Last season as a freshman at Lakota West High School, Jun placed fifth in the 100 and 400, said her mother and track coach, Shannon McKnight.
It’s been quite a journey for Jun and the McKnight family.
Greg and Shannon McKnight, already the parents of three boys, Jacob, Will and Cooper, wanted to adopt a child with a limb difference.
“Call it God whispers, signs or whatever your readers want to call it,” she said. “We couldn’t ignore the things that were coming up.”
They filled out the piles of the adoption papers, prepared themselves for raising a special needs daughter and flew to China.
“We just knew she was the one,” Shannon said. “I started feeling her with me.”
Shannon traveled alone for the first week while her husband, a mechanical engineer, stayed home with the three boys.
The initial mother-daughter interaction didn’t resemble a Hallmark Mother’s Day card.
“She was terrified,” Shannon said of Jun. “They had shaved her head. She was frail. We were like two complete and utter strangers. Two strangers staring at each other.”
McKnight said Jun connected more with her father until she took up track.
“That started this adventure we didn’t know about,” she said.
They have been a track team ever since.
Jun, 15, was introduced to track and field after her sister, Mae, 13, also a girl from China with special needs the McKnights adopted, started playing basketball.
“She wanted to feel included,” Shannon said of Jun.
So Shannon watched videos on adaptive track and pitched the idea to Jun. The mother knew the important life lessons athletes can learn through sports.
The family rented a used track chair, but since it didn’t properly fit Jun, it was difficult for her to maneuver.
“We just wanted to get her from point A to point B before the end of the season,” her mother said.
Then, during an eighth-grade meet at Mount Healthy, Jun had the “race of her life,” her mother said. Her time qualified her for the junior high state meet.
Before that track meet, Jun later told her parents she wanted to quit. One race changed all that.
“What I saw in her eyes and on her face that day was incredible,” Shannon said. “It was everything that we wanted for her.”
When Jun entered high school, she was fitted with a different track chair thanks to a grant from the Bridge, an organization that connects people to adaptive sports and recreation.
“That allowed me to go faster,” Jun said of the properly fitting chair.
Now she’s returning to state for the second consecutive year. Throughout the regular season, Jun’s only opponent is the stop watch. She qualified for the state based on her time, not where she placed.
At state, this year at Welcome Stadium in Dayton, Jun will race against other para-athletes. The goal this year is a third-place finish, two better than last year.
“My experience from last year will help,” Jun said.
Shannon credits the Lakota district for opening doors for her daughters and other special needs athletes. The family has received support from school administrators and coaches, she said.
“To me, I’m super grateful as a parent,” she said. “The district stepped into the unknown. We want our kid to be included. The district said, ‘She’s a part of us.’”

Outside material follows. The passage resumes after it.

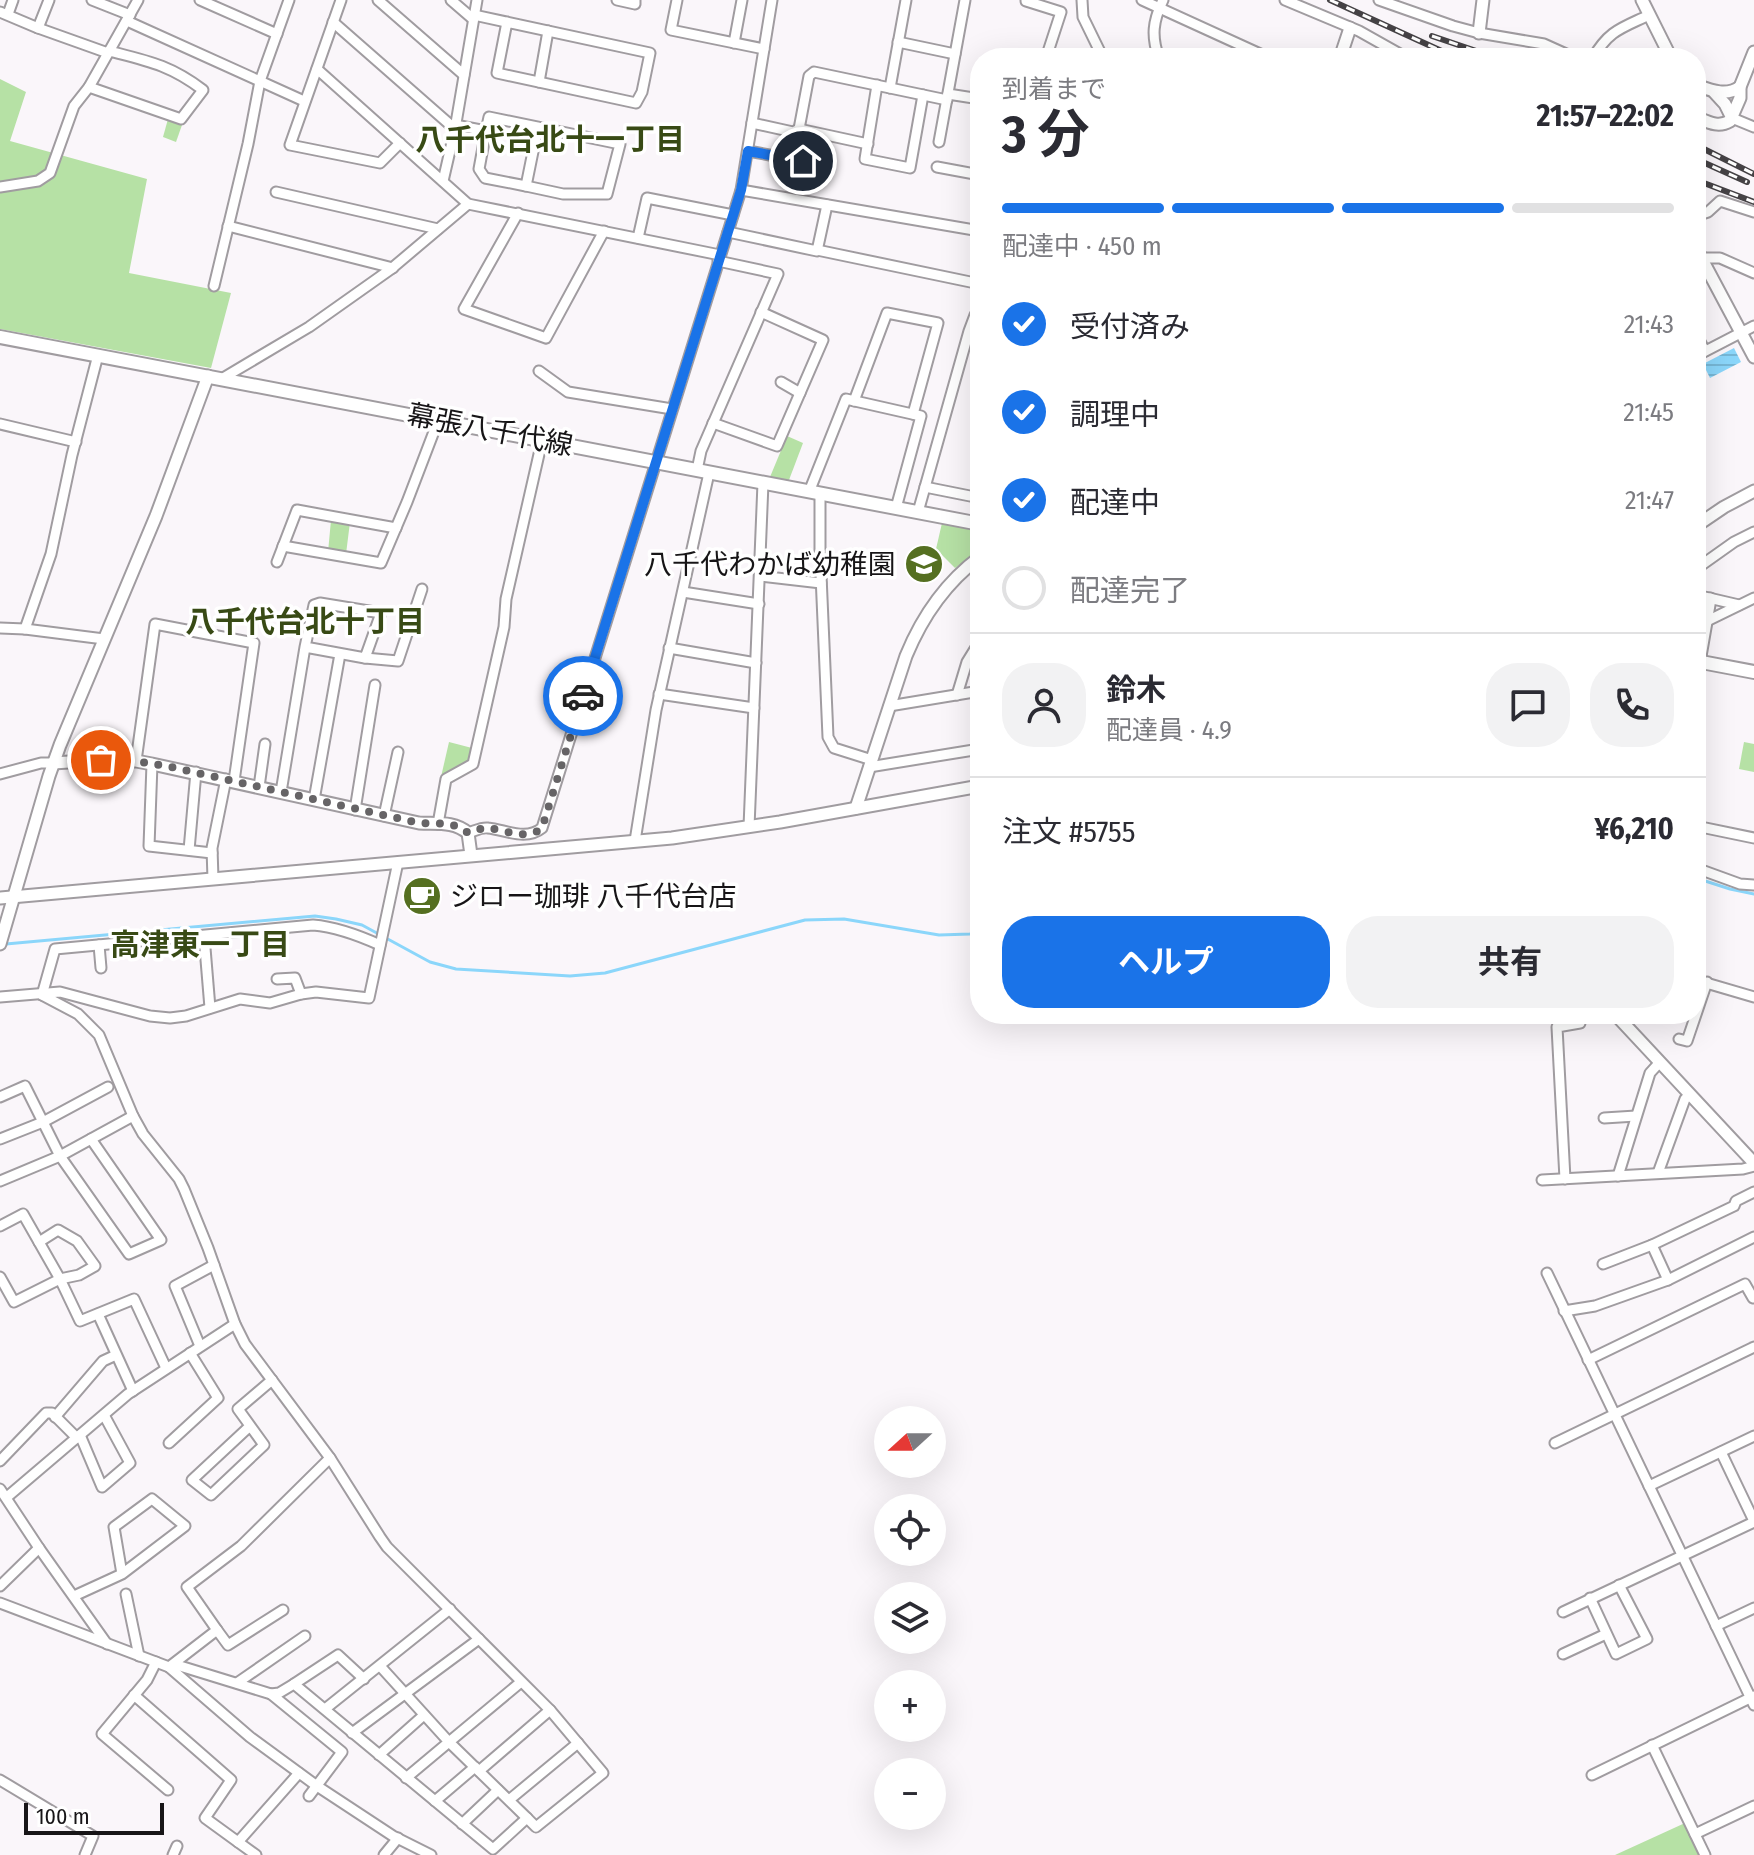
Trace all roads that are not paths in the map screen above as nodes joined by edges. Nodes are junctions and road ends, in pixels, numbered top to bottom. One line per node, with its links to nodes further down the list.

Jun agreed: “You just want to be included. The community has supported me and brought me out of my shell.”
There are 220 track athletes at Lakota West, and Jun is the only para-athlete. Her body makes her different, but she’s still a Firebird.
“The track and field family has grown through this,” her mother said. “We cross each bridge together. I’m very grateful for the growth seen in our track and field community.”
Sean Hart, the team’s distance coach, works with Jun, especially as she prepares to compete in the 800-meter. He helps Jun with her pace. Running 800 meters is different from running 100 meters.
“This takes a team effort on everybody’s part,” her mother said. “People are in it with you. That’s what we have. People standing with you in the trenches. It makes you want to be a better athlete.”
Shannon hopes her daughter’s success, and the attention it has brought, draws more students with disabilities into extra-curricular activities. She “hates” the word disability. She prefers differently abled.
Then the conversation turned back 13 years when the McKnights decided to adopt a child with a limb difference.
She understands that Jun, a standout athlete who leads a Bible study for kindergarten students, wouldn’t have those same opportunities in her homeland. Some children with disabilities are discarded and left homeless on the street.
“I was sad when I was there,” she said of her time in China. “You saw glimpses of what her future looked like. But her life was changing because of a purposeful decision. I knew what we were bringing her back to. I saw the same opportunity for her as the children I gave birth to.”